YOUR TASK
Quote the entries below from the line with "cr.move_to(1751, 706)" through the line with "cr.move_to(1863, 706)", both ends included, and only those lines.

----

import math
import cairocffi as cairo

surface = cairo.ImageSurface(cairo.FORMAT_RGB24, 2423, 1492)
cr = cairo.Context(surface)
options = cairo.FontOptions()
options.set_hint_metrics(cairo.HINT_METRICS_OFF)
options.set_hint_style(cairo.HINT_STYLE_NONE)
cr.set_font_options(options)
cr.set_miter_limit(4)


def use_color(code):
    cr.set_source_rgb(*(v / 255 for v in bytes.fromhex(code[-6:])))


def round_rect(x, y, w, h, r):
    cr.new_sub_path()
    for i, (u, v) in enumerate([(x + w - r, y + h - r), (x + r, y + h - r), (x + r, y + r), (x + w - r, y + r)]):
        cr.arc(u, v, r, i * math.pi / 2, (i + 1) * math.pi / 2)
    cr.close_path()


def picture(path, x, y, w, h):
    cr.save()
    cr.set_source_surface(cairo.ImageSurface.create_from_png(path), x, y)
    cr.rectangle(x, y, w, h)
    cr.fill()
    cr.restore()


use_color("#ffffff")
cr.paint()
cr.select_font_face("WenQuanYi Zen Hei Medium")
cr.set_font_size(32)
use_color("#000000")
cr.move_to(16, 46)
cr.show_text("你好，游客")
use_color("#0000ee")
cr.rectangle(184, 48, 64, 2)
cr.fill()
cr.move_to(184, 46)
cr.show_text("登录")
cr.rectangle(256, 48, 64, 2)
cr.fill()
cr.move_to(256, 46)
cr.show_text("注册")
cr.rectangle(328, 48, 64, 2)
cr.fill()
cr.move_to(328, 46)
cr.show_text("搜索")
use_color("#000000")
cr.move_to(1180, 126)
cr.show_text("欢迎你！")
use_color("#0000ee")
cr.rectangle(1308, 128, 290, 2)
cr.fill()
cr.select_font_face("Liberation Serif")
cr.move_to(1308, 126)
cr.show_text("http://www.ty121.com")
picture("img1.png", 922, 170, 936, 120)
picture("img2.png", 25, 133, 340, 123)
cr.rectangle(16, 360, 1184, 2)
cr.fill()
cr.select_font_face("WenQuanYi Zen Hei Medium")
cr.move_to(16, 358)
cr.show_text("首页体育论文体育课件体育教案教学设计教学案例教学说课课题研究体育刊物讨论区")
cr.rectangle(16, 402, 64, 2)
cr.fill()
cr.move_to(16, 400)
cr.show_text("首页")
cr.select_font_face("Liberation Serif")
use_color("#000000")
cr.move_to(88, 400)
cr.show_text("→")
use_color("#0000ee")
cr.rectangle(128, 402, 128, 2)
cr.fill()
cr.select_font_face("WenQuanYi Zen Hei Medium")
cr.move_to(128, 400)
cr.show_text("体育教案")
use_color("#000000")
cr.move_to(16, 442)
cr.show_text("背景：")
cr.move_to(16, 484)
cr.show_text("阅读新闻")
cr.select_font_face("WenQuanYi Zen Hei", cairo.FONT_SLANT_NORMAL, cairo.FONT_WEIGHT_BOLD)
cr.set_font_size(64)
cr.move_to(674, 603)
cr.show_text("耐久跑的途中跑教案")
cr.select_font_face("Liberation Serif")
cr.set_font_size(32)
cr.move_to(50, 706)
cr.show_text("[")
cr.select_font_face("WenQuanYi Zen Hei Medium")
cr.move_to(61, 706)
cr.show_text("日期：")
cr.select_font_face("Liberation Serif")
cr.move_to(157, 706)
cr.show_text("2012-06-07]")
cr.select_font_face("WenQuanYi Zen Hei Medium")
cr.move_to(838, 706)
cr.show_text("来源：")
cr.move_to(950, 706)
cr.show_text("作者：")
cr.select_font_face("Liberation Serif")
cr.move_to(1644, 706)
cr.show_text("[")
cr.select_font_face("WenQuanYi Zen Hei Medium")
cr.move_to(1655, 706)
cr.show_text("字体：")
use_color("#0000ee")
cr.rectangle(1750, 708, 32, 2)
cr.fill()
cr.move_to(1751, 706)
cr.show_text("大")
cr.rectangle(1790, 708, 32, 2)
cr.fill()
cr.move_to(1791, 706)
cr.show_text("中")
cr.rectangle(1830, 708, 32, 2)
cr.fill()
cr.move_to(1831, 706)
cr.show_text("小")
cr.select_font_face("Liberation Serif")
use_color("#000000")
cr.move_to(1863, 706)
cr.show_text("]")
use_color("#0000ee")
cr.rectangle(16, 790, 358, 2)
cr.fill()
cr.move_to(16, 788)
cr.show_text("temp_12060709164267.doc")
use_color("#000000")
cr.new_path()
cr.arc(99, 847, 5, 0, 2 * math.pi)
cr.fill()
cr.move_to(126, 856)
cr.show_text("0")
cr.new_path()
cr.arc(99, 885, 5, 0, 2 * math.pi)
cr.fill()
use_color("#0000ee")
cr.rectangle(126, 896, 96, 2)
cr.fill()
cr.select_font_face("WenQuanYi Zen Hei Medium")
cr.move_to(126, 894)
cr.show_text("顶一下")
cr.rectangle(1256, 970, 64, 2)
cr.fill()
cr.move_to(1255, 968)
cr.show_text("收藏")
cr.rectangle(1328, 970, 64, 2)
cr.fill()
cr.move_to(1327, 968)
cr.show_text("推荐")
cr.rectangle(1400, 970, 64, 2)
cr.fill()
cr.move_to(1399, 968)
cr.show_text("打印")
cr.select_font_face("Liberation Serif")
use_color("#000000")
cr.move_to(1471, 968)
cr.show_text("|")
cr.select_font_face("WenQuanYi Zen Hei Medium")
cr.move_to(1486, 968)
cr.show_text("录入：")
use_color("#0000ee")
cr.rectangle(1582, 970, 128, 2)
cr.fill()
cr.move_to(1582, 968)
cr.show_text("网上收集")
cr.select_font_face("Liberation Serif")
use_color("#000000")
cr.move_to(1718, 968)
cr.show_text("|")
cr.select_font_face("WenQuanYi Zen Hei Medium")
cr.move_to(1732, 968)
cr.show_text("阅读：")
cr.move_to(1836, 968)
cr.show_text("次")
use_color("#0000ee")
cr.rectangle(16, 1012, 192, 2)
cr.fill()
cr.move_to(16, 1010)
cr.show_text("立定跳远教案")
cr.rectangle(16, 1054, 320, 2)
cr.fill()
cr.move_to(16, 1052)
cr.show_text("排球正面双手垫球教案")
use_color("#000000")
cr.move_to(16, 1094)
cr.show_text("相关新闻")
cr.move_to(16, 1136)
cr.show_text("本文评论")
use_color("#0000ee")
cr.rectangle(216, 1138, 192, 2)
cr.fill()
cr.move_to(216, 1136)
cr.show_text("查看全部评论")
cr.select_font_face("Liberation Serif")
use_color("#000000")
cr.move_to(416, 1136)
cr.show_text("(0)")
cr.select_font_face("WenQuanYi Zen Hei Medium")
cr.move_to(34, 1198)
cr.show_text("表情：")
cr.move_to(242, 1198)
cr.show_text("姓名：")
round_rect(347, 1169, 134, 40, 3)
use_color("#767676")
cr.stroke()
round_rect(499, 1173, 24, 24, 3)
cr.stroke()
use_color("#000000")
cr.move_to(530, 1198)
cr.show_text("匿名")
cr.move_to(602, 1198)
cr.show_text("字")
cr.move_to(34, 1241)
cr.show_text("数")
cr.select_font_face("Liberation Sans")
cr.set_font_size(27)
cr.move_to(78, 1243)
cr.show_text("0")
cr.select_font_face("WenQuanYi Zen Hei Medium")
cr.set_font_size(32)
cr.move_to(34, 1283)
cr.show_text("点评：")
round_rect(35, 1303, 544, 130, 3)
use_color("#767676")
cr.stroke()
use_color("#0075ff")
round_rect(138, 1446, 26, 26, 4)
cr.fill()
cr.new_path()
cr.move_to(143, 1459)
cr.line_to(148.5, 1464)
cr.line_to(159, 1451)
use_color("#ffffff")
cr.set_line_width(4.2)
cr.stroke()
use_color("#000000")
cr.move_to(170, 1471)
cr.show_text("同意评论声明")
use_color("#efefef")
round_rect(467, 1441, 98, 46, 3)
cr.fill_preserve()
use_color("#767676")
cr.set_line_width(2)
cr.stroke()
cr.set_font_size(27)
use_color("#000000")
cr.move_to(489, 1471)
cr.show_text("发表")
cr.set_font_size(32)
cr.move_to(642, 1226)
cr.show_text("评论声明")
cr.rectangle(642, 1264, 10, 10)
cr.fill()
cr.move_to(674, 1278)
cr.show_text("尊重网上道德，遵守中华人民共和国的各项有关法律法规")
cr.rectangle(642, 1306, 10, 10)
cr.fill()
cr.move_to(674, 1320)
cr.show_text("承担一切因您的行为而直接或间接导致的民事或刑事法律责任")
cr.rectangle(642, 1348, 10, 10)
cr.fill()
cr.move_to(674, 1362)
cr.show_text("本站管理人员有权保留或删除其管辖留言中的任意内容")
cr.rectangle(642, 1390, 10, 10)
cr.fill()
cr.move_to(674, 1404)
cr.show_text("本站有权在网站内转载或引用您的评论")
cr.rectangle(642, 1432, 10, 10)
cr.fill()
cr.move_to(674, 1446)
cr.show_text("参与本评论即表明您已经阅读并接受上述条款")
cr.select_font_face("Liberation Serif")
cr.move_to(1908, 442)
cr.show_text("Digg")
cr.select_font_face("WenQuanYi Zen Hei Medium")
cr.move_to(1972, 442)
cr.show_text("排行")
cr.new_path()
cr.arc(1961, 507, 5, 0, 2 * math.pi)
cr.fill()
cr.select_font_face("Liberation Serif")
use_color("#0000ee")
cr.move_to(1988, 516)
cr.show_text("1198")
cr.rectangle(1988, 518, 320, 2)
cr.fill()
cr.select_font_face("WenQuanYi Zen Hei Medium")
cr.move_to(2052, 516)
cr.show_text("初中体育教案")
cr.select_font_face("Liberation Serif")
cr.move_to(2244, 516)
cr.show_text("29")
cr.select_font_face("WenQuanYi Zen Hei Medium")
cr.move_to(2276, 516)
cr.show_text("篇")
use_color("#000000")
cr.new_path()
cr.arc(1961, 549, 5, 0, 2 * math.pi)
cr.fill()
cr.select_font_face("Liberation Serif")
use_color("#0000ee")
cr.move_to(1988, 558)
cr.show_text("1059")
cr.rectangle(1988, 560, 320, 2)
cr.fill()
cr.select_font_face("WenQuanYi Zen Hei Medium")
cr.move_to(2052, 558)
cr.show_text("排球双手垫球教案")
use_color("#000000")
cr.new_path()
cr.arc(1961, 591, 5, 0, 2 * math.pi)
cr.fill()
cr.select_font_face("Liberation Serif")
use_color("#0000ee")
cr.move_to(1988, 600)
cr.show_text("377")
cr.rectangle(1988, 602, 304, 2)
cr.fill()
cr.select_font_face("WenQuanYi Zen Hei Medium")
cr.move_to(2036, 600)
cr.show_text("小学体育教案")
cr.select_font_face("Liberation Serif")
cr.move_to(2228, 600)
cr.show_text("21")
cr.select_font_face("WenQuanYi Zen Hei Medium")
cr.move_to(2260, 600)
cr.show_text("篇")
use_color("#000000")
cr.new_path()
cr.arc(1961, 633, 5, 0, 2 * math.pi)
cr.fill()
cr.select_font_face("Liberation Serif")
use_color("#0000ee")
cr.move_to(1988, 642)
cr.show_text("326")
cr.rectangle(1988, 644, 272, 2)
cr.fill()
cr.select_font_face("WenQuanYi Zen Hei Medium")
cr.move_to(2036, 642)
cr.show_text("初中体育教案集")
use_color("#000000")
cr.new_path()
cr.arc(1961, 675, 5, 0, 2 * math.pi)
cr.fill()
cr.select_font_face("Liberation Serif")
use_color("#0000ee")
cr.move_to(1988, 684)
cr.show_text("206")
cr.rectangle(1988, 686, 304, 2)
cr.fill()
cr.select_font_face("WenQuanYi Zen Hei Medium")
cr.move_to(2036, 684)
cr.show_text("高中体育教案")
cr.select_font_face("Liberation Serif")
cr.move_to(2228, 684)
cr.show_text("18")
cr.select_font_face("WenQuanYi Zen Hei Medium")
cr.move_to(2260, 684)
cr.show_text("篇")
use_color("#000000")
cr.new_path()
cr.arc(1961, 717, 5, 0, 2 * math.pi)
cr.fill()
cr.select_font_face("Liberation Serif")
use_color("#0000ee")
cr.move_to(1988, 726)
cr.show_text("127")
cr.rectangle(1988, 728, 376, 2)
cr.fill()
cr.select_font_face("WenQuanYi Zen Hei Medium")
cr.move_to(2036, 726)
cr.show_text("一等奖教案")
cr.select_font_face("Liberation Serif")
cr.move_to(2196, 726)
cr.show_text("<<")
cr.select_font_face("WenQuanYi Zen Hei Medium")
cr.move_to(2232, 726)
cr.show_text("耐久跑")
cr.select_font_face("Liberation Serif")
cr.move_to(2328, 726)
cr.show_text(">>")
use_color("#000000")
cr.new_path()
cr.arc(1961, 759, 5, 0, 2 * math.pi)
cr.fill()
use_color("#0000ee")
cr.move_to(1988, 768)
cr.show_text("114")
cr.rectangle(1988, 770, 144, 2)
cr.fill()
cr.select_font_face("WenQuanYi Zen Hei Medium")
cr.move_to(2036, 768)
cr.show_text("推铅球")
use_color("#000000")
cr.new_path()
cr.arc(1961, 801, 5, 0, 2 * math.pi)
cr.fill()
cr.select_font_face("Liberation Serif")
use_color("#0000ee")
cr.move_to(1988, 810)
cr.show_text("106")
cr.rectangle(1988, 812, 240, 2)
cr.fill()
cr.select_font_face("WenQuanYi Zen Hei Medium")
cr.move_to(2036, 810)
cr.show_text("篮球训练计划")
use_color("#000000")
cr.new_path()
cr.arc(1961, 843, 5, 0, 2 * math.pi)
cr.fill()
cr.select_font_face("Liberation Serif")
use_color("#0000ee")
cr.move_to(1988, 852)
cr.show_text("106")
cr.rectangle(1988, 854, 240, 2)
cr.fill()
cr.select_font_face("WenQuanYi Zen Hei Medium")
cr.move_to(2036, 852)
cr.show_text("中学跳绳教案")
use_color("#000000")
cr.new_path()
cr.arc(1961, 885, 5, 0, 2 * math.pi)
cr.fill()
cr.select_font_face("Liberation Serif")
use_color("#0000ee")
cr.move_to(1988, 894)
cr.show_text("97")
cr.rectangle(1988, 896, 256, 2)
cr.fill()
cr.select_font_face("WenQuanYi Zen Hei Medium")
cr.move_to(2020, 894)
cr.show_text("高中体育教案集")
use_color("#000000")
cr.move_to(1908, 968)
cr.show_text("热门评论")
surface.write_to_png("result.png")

----

ANSWER AREA
cr.move_to(1751, 706)
cr.show_text("大")
cr.rectangle(1790, 708, 32, 2)
cr.fill()
cr.move_to(1791, 706)
cr.show_text("中")
cr.rectangle(1830, 708, 32, 2)
cr.fill()
cr.move_to(1831, 706)
cr.show_text("小")
cr.select_font_face("Liberation Serif")
use_color("#000000")
cr.move_to(1863, 706)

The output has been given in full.